Perhaps the hardest part of the chores involves little animals that get caught in that wide expanse of shimmering water, who hop in without thinking, or, on a couple of occasions, actually just fall in. It happens mainly at night. It used to be that my work was about using the pool skimmer to fish out little dead bodies, I always squeamish, always wincing at the horror of it. These past few days I’ve discovered if I get up early enough and head out to do my job, I can actually save most, sometimes all, the little frogs that hopped or fell in during the hours of dark and cannot get back out. It still gives me the heebee-geebies, I’m always slightly terrified one will end up jumping on me (that’s a whole different story), but I get it done.
This morning, after I’d finished my daily rescue mission, I thought back on the previous 24 hours. Yesterday morning I think I messed up around my sermon and some visitors to the church I served. It left me feeling just awful and aware life is like that; no matter how much I want to, I can’t always wrap things up nice and neat. Then, after the service, I had three commitments I needed to keep with people who are sick and with an organization that’s just asked me to serve on their board. I was getting ready to head out when my phone lit up with text messages. A person I’d had fairly regular contact with a number of years ago was in crisis and trying desperately to get in touch with me.
I moved my commitments around, excused myself from the one that couldn’t be rescheduled. Then I worked into the evening with someone who was so terribly isolated and afraid that I could see that even breathing was hard for them. I had no fixes. I had no cures. I am still concerned for them and what lies ahead. But I do have some more clarity about the 100 day challenge, as I can manage it.
At its core, at its most basic, the daily challenge is more simple and far harder for me right now. I try to show up. That means paying attention. Staying engaged. When I fall short, acknowledging that and trying to make amends. It also means knowing my limits, holding the responsibility lightly and with the indifference Ignatius of Loyola so eloquently described: we do our very best without investing in one outcome or another. These days, for me it also means getting on that elliptical of mine that I love to hate to have a good workout, at least 6 days a week. There’s more of course, but in the end, it is basically that my challenge for a 100 days (and for a lifetime) is to show up.

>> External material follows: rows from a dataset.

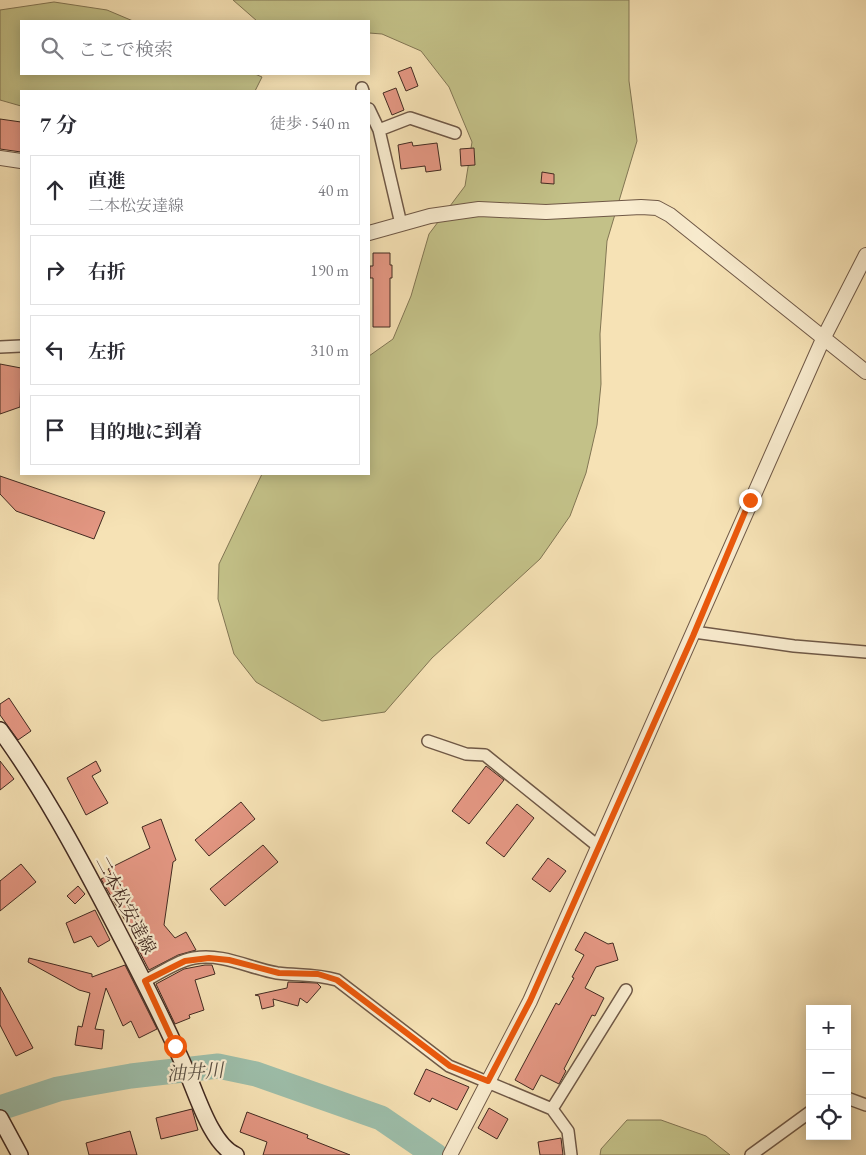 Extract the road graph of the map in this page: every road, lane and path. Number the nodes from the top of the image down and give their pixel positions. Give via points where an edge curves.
1 (370, 113) edge
2 (379, 130) junction
3 (454, 133) dead end
4 (0, 158) edge
5 (20, 161) edge
6 (401, 224) junction
7 (370, 233) edge
8 (866, 255) edge
9 (822, 339) junction
10 (20, 346) edge
11 (0, 347) edge
12 (866, 372) edge
13 (694, 632) junction
14 (866, 652) edge
15 (0, 730) edge
16 (428, 741) dead end
17 (599, 847) junction
18 (145, 981) junction
19 (626, 990) dead end
20 (488, 1081) junction
21 (851, 1099) edge
22 (866, 1105) edge
23 (552, 1109) junction
24 (806, 1115) edge
25 (0, 1118) edge
26 (19, 1153) edge
27 (236, 1155) edge
28 (450, 1155) edge
29 (571, 1155) edge
30 (751, 1155) edge

1 - 2 street
2 - 3 street via 410,118
2 - 6 street
4 - 5 street
6 - 7 street
6 - 9 street via 430,216 479,210 546,212 657,208 670,215
8 - 9 street
9 - 12 street
9 - 13 street
10 - 11 street
13 - 14 street
13 - 17 street
15 - 18 main road, 二本松安達線 via 64,829
16 - 17 street via 466,754 485,755
17 - 20 street via 530,1001
18 - 20 street via 185,961 209,958 279,973 318,974 337,980 450,1066
18 - 27 main road, 二本松安達線 via 202,1109 221,1145
19 - 23 street
20 - 23 street
20 - 28 street
21 - 22 street
23 - 29 street via 568,1131
24 - 30 street
25 - 26 main road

For the duration of the challenge, here and on Instagram, I’m going to keep trying to describe small acts of my life that include creativity, at least some of the time, but also speak to drudgery and how much of the work is plain old persistence. I am carrying the challenge more lightly, though, not beating myself up because I can’t claim to be a writer, an artist, or even a particularly creative person on any given day. Instead, I have to trust that showing up counts for something.
Showing up is hard to do … sometimes I forget – sometimes I cave to my resistance and sometimes I just plain forget. At 73, I am still trying to figure out how it is that some people can at least appear to “show up” everyday for whatever they have committed to… But, also at 73, I have decided that “showing up” most of the time is good enough and I trust that God knows I am trying and that’s what counts.